Avaliação da Argentina
Hoje a Argentina está em posição de ser um dos motores da América Latina. Isso é algo difícil de acreditar, mas é assim. Esperamos que 2025 seja um ano de transição e que o país cresça 5%. Com uma balança fiscal e uma inflação em tendência de baixa contínua - isso é superimportante. 2025 vai ser um ano-chave, inclusive porque também haverá uma parte de política, de eleições.
Perspectiva para a Argentina
Sobre as perspectivas da Argentina, creio que o que foi feito nos últimos 15 meses é impressionante. As medidas que foram tomadas demonstram com os dados que temos hoje que foram as corretas. Acredito que parar de 'imprimir dinheiro' foi muito positivo. Esse tipo de medidas que são duras para toda a população, no final, os que mais se beneficiarão esperamos que sejam os que menos têm, porque a inflação mata os que têm menor poder aquisitivo. E de fato, em 15 meses já estamos vendo um país que vai crescer. E isso é algo que acredito que vai além das expectativas de muitas pessoas. O tema da liberação do câmbio é essencial. O fato de que, quando investimos em um país, possamos receber dividendos é algo muito importante. O fato de que possamos não só gerar lucros, mas remunerar os acionistas, o que não tínhamos sido capazes de fazer por muitos anos, vai estimular que haja mais investimento na Argentina
Reformas estruturais na América Latina
É preciso fazer essas reformas antes que o continente envelheça. É fundamental continuar investindo em capital humano nas reformas, em uma era que será muito destrutiva pela inteligência artificial e também pela desglobalização. Precisamos baixar o custo de capital para aumentar o investimento. Um setor financeiro forte com crescimento regulado - sim, mas não demasiado - com regulação que permita crescer é chave.

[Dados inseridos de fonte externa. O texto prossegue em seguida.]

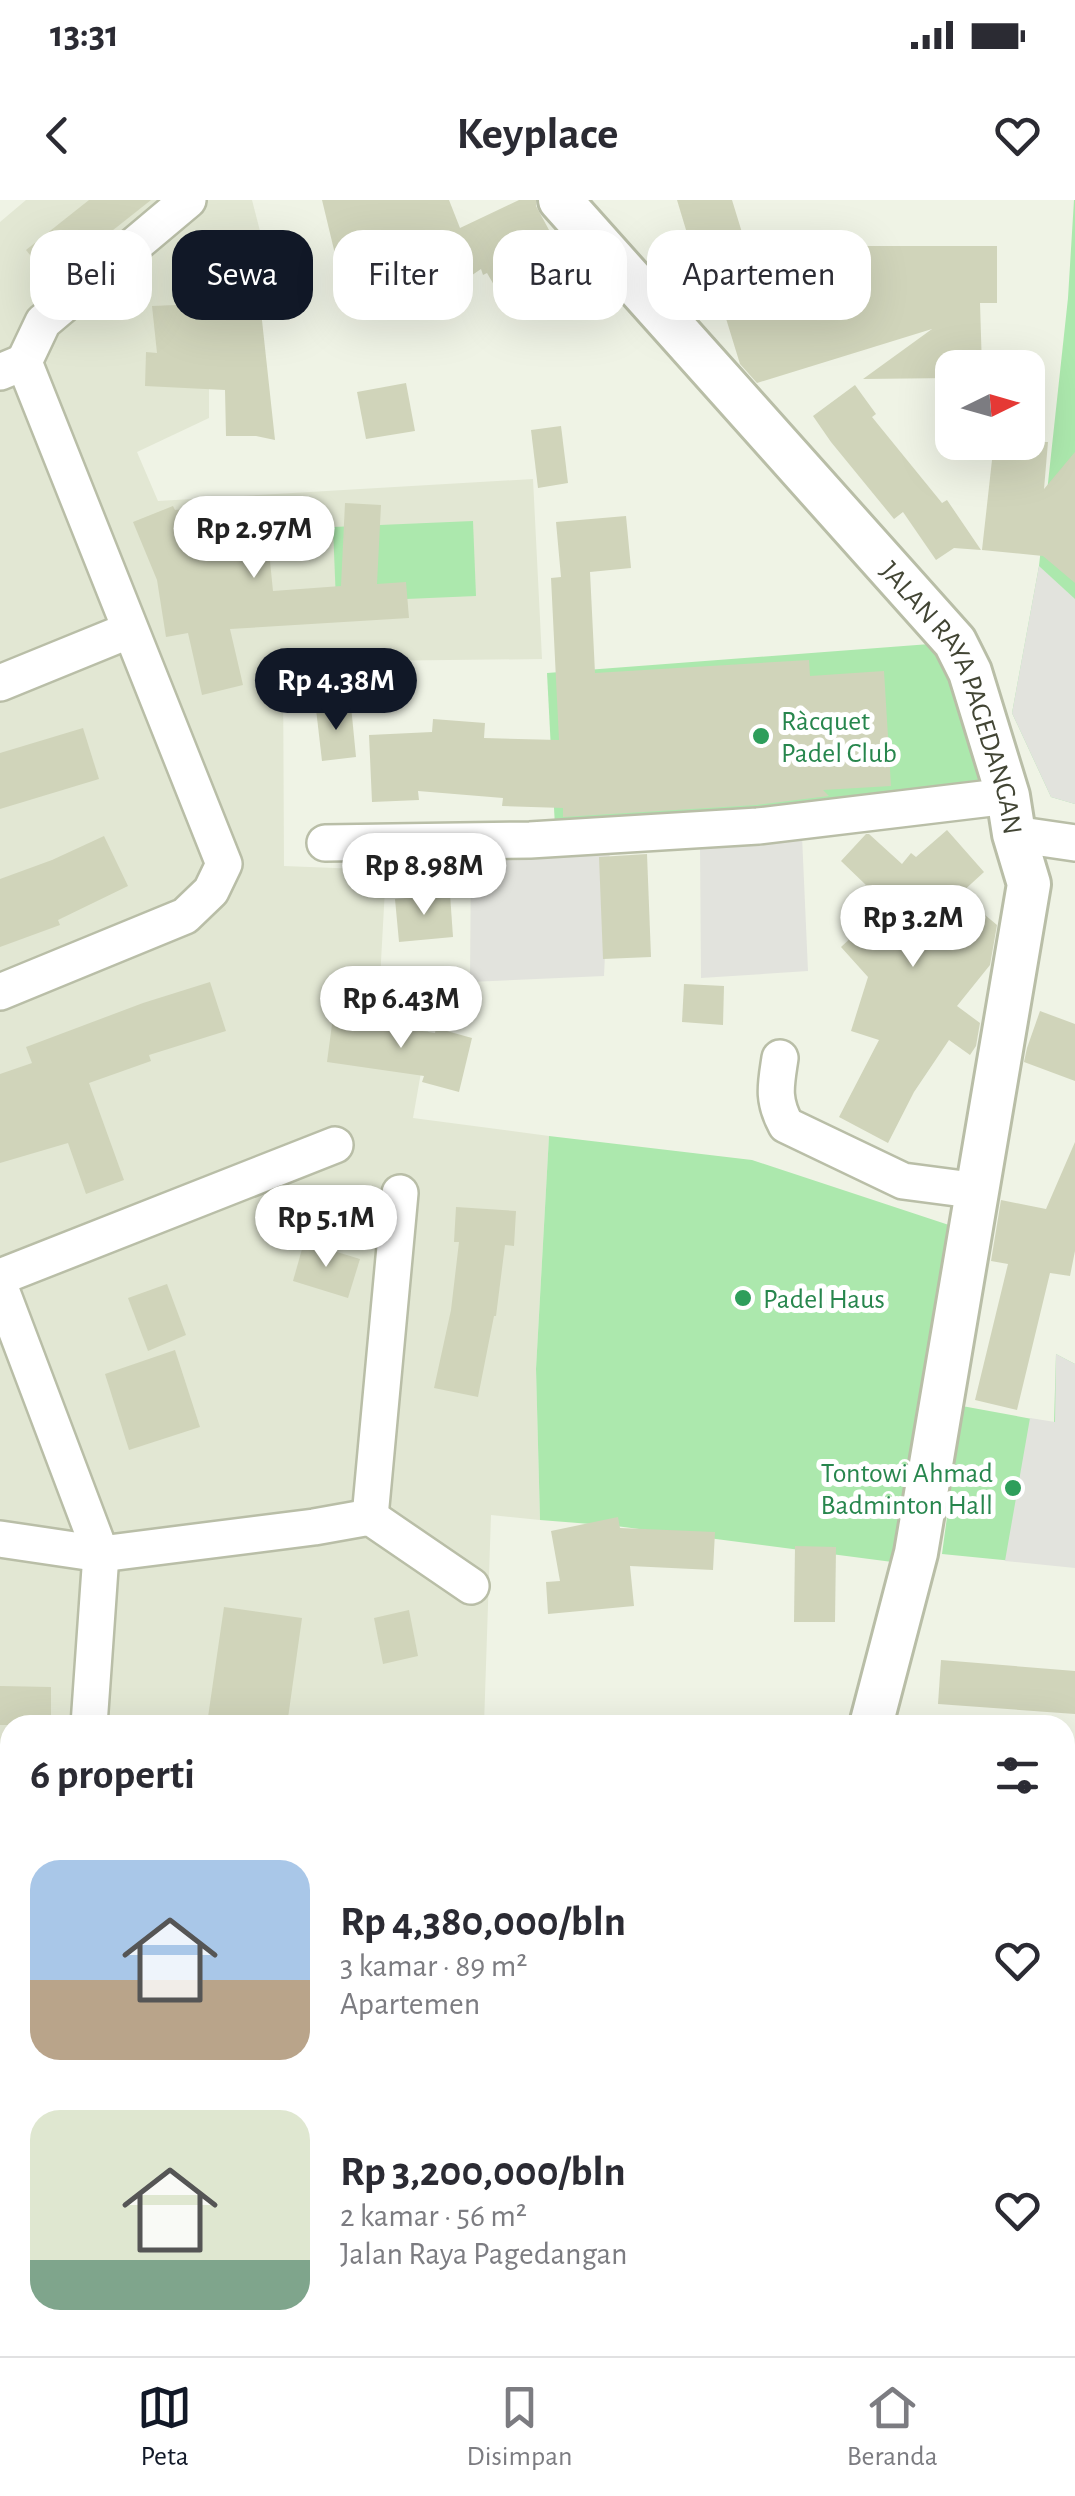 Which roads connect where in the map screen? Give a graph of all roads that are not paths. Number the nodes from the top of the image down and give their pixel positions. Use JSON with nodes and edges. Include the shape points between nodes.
{"nodes":[{"id":1,"x":188,"y":200,"type":"edge"},
{"id":2,"x":560,"y":200,"type":"edge"},
{"id":3,"x":12,"y":367,"type":"edge"},
{"id":4,"x":130,"y":630,"type":"junction"},
{"id":5,"x":0,"y":683,"type":"edge"},
{"id":6,"x":1011,"y":815,"type":"junction"},
{"id":7,"x":325,"y":843,"type":"dead end"},
{"id":8,"x":1075,"y":843,"type":"edge"},
{"id":9,"x":0,"y":992,"type":"edge"},
{"id":10,"x":780,"y":1058,"type":"dead end"},
{"id":11,"x":335,"y":1144,"type":"dead end"},
{"id":12,"x":979,"y":1191,"type":"junction"},
{"id":13,"x":400,"y":1193,"type":"dead end"},
{"id":14,"x":0,"y":1278,"type":"edge"},
{"id":15,"x":0,"y":1287,"type":"edge"},
{"id":16,"x":13,"y":1362,"type":"edge"},
{"id":17,"x":370,"y":1517,"type":"junction"},
{"id":18,"x":0,"y":1539,"type":"edge"},
{"id":19,"x":100,"y":1554,"type":"junction"},
{"id":20,"x":471,"y":1586,"type":"dead end"},
{"id":21,"x":90,"y":1715,"type":"edge"},
{"id":22,"x":874,"y":1715,"type":"edge"}],
"edges":[{"from":1,"to":3,"type":"street","via":[[43,322]]},
{"from":2,"to":6,"type":"street","name":"JALAN RAYA PAGEDANGAN","via":[[955,642],[970,672]]},
{"from":3,"to":4,"type":"street"},
{"from":4,"to":5,"type":"street"},
{"from":4,"to":9,"type":"street","via":[[224,864],[211,891],[185,916]]},
{"from":6,"to":7,"type":"street","via":[[530,840]]},
{"from":6,"to":8,"type":"street"},
{"from":6,"to":12,"type":"street","name":"JALAN RAYA PAGEDANGAN","via":[[1029,884]]},
{"from":10,"to":12,"type":"street","via":[[775,1095],[786,1125],[902,1181]]},
{"from":11,"to":14,"type":"street"},
{"from":12,"to":22,"type":"street","name":"JALAN RAYA PAGEDANGAN","via":[[916,1553]]},
{"from":13,"to":17,"type":"street"},
{"from":15,"to":16,"type":"street"},
{"from":16,"to":19,"type":"street"},
{"from":17,"to":19,"type":"street"},
{"from":17,"to":20,"type":"street"},
{"from":18,"to":19,"type":"street"},
{"from":19,"to":21,"type":"street"}]}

Mudança nas regras do jogo
A economia de mercado só funciona se duas coisas superimportantes forem cumpridas. Sabem quais são? Competição justa e transparência. E isso não está acontecendo com as grandes plataformas. A regulação deveria ser baseada no que você faz, não em quem você é, não em ser uma entidade legal banco, uma entidade legal empresa de pagamentos. Se você faz pagamentos, o nível de capital, o nível de supervisão deveria ser o mesmo e não é assim. A maneira de fazer isso é muito simples: sentar-se com todos os setores da economia, porque não é só o financeiro. É o financeiro, são os carros e os táxis, são os hotéis, os Uber, os Airbnb, são todos os setores, os meios de comunicação. Exatamente o mesmo.
Modelo de negócio
Temos um modelo que definimos como "um banco digital com agências", o que significa que vamos trabalhar com as melhores ferramentas digitais e também com pessoas que tenham cara e olhos - pessoas, não robôs, embora também tenhamos robôs. Muito importante também são os efeitos de trabalhar juntos em rede, tanto dentro do país, entre as diferentes divisões de negócio, como em nível global. Para competir melhor com os grandes bancos locais no Brasil, no México e em todos os países, utilizamos a escala global de investimento do Santander, o que nos torna mais competitivos.